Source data
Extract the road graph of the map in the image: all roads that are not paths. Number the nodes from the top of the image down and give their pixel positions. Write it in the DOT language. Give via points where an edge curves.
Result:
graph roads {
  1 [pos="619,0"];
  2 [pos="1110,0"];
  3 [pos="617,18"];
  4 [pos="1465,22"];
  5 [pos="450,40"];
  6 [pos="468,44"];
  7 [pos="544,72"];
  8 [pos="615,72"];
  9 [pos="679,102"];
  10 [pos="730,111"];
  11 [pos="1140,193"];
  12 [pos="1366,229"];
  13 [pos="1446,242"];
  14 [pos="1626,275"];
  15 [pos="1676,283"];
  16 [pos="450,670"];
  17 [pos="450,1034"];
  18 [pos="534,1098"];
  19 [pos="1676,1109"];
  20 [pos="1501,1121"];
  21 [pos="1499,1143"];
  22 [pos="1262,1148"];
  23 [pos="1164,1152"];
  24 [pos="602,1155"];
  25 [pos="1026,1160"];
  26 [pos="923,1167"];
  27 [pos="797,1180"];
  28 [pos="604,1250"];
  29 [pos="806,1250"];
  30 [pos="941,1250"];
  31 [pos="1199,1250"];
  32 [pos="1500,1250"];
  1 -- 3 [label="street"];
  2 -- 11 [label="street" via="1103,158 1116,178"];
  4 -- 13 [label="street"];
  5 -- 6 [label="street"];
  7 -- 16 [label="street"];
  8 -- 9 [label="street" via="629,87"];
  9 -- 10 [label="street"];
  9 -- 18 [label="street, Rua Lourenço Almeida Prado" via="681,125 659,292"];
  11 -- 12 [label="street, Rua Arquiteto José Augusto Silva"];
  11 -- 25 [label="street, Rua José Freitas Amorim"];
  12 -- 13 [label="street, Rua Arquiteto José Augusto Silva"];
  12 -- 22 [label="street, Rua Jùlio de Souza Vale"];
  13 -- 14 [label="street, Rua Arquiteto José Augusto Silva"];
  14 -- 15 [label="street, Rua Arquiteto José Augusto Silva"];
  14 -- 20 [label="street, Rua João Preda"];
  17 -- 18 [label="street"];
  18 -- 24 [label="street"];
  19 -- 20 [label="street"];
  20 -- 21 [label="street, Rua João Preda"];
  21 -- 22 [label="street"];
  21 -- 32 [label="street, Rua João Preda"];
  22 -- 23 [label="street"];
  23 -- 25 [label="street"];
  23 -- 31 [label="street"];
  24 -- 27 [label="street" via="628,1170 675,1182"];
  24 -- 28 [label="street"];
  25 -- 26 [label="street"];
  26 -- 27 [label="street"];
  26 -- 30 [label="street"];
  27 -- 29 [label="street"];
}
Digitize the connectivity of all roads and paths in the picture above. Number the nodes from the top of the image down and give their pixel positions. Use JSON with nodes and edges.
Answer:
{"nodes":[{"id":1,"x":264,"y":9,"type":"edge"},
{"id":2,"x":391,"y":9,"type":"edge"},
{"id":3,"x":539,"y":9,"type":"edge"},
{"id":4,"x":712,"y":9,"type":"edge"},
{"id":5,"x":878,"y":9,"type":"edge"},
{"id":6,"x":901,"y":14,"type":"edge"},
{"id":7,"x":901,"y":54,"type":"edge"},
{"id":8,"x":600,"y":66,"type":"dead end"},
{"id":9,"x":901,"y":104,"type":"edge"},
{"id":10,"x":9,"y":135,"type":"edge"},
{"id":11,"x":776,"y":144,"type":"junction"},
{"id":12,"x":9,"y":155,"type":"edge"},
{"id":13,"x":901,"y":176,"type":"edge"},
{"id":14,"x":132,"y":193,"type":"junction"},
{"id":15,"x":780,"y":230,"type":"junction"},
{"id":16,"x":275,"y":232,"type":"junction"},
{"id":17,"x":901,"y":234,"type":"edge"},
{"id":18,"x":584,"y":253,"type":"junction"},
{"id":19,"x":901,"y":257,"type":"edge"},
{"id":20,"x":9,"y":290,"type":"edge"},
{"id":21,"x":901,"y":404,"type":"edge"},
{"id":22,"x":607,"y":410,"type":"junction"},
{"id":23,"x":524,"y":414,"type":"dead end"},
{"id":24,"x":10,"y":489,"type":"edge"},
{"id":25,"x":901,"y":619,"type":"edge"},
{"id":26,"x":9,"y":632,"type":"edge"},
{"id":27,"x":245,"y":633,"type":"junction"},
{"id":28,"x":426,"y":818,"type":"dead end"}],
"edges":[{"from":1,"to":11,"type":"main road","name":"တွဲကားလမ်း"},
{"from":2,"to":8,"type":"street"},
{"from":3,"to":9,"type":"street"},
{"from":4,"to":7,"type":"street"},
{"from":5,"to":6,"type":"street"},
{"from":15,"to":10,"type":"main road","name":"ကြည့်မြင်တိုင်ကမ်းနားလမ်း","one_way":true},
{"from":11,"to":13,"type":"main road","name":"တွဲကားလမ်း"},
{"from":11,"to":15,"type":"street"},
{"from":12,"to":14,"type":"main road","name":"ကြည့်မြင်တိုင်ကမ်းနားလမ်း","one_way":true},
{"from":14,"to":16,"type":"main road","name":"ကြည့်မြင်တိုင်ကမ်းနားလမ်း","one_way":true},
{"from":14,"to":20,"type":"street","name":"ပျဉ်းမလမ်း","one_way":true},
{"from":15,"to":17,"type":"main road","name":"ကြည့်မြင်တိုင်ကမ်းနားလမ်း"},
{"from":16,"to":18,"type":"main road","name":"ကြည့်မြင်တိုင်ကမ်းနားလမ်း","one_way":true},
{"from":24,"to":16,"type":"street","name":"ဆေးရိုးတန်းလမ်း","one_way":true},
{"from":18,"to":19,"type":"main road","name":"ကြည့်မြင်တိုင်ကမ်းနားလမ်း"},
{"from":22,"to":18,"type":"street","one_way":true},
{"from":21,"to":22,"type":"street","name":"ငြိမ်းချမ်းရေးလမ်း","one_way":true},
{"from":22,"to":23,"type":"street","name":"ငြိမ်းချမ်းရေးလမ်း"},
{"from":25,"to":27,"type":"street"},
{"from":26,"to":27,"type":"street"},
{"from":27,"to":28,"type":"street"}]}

TRY IT. All of the lines above should be returned exactly as written.

REPLY TO THE TASK.
Extract the road graph of the map in the image: all roads that are not paths. Number the nodes from the top of the image down and give their pixel positions. Write it in the DOT language. Give via points where an edge curves.
Result:
graph roads {
  1 [pos="619,0"];
  2 [pos="1110,0"];
  3 [pos="617,18"];
  4 [pos="1465,22"];
  5 [pos="450,40"];
  6 [pos="468,44"];
  7 [pos="544,72"];
  8 [pos="615,72"];
  9 [pos="679,102"];
  10 [pos="730,111"];
  11 [pos="1140,193"];
  12 [pos="1366,229"];
  13 [pos="1446,242"];
  14 [pos="1626,275"];
  15 [pos="1676,283"];
  16 [pos="450,670"];
  17 [pos="450,1034"];
  18 [pos="534,1098"];
  19 [pos="1676,1109"];
  20 [pos="1501,1121"];
  21 [pos="1499,1143"];
  22 [pos="1262,1148"];
  23 [pos="1164,1152"];
  24 [pos="602,1155"];
  25 [pos="1026,1160"];
  26 [pos="923,1167"];
  27 [pos="797,1180"];
  28 [pos="604,1250"];
  29 [pos="806,1250"];
  30 [pos="941,1250"];
  31 [pos="1199,1250"];
  32 [pos="1500,1250"];
  1 -- 3 [label="street"];
  2 -- 11 [label="street" via="1103,158 1116,178"];
  4 -- 13 [label="street"];
  5 -- 6 [label="street"];
  7 -- 16 [label="street"];
  8 -- 9 [label="street" via="629,87"];
  9 -- 10 [label="street"];
  9 -- 18 [label="street, Rua Lourenço Almeida Prado" via="681,125 659,292"];
  11 -- 12 [label="street, Rua Arquiteto José Augusto Silva"];
  11 -- 25 [label="street, Rua José Freitas Amorim"];
  12 -- 13 [label="street, Rua Arquiteto José Augusto Silva"];
  12 -- 22 [label="street, Rua Jùlio de Souza Vale"];
  13 -- 14 [label="street, Rua Arquiteto José Augusto Silva"];
  14 -- 15 [label="street, Rua Arquiteto José Augusto Silva"];
  14 -- 20 [label="street, Rua João Preda"];
  17 -- 18 [label="street"];
  18 -- 24 [label="street"];
  19 -- 20 [label="street"];
  20 -- 21 [label="street, Rua João Preda"];
  21 -- 22 [label="street"];
  21 -- 32 [label="street, Rua João Preda"];
  22 -- 23 [label="street"];
  23 -- 25 [label="street"];
  23 -- 31 [label="street"];
  24 -- 27 [label="street" via="628,1170 675,1182"];
  24 -- 28 [label="street"];
  25 -- 26 [label="street"];
  26 -- 27 [label="street"];
  26 -- 30 [label="street"];
  27 -- 29 [label="street"];
}
Digitize the connectivity of all roads and paths in the picture above. Number the nodes from the top of the image down and give their pixel positions. Use JSON with nodes and edges.
Answer:
{"nodes":[{"id":1,"x":264,"y":9,"type":"edge"},
{"id":2,"x":391,"y":9,"type":"edge"},
{"id":3,"x":539,"y":9,"type":"edge"},
{"id":4,"x":712,"y":9,"type":"edge"},
{"id":5,"x":878,"y":9,"type":"edge"},
{"id":6,"x":901,"y":14,"type":"edge"},
{"id":7,"x":901,"y":54,"type":"edge"},
{"id":8,"x":600,"y":66,"type":"dead end"},
{"id":9,"x":901,"y":104,"type":"edge"},
{"id":10,"x":9,"y":135,"type":"edge"},
{"id":11,"x":776,"y":144,"type":"junction"},
{"id":12,"x":9,"y":155,"type":"edge"},
{"id":13,"x":901,"y":176,"type":"edge"},
{"id":14,"x":132,"y":193,"type":"junction"},
{"id":15,"x":780,"y":230,"type":"junction"},
{"id":16,"x":275,"y":232,"type":"junction"},
{"id":17,"x":901,"y":234,"type":"edge"},
{"id":18,"x":584,"y":253,"type":"junction"},
{"id":19,"x":901,"y":257,"type":"edge"},
{"id":20,"x":9,"y":290,"type":"edge"},
{"id":21,"x":901,"y":404,"type":"edge"},
{"id":22,"x":607,"y":410,"type":"junction"},
{"id":23,"x":524,"y":414,"type":"dead end"},
{"id":24,"x":10,"y":489,"type":"edge"},
{"id":25,"x":901,"y":619,"type":"edge"},
{"id":26,"x":9,"y":632,"type":"edge"},
{"id":27,"x":245,"y":633,"type":"junction"},
{"id":28,"x":426,"y":818,"type":"dead end"}],
"edges":[{"from":1,"to":11,"type":"main road","name":"တွဲကားလမ်း"},
{"from":2,"to":8,"type":"street"},
{"from":3,"to":9,"type":"street"},
{"from":4,"to":7,"type":"street"},
{"from":5,"to":6,"type":"street"},
{"from":15,"to":10,"type":"main road","name":"ကြည့်မြင်တိုင်ကမ်းနားလမ်း","one_way":true},
{"from":11,"to":13,"type":"main road","name":"တွဲကားလမ်း"},
{"from":11,"to":15,"type":"street"},
{"from":12,"to":14,"type":"main road","name":"ကြည့်မြင်တိုင်ကမ်းနားလမ်း","one_way":true},
{"from":14,"to":16,"type":"main road","name":"ကြည့်မြင်တိုင်ကမ်းနားလမ်း","one_way":true},
{"from":14,"to":20,"type":"street","name":"ပျဉ်းမလမ်း","one_way":true},
{"from":15,"to":17,"type":"main road","name":"ကြည့်မြင်တိုင်ကမ်းနားလမ်း"},
{"from":16,"to":18,"type":"main road","name":"ကြည့်မြင်တိုင်ကမ်းနားလမ်း","one_way":true},
{"from":24,"to":16,"type":"street","name":"ဆေးရိုးတန်းလမ်း","one_way":true},
{"from":18,"to":19,"type":"main road","name":"ကြည့်မြင်တိုင်ကမ်းနားလမ်း"},
{"from":22,"to":18,"type":"street","one_way":true},
{"from":21,"to":22,"type":"street","name":"ငြိမ်းချမ်းရေးလမ်း","one_way":true},
{"from":22,"to":23,"type":"street","name":"ငြိမ်းချမ်းရေးလမ်း"},
{"from":25,"to":27,"type":"street"},
{"from":26,"to":27,"type":"street"},
{"from":27,"to":28,"type":"street"}]}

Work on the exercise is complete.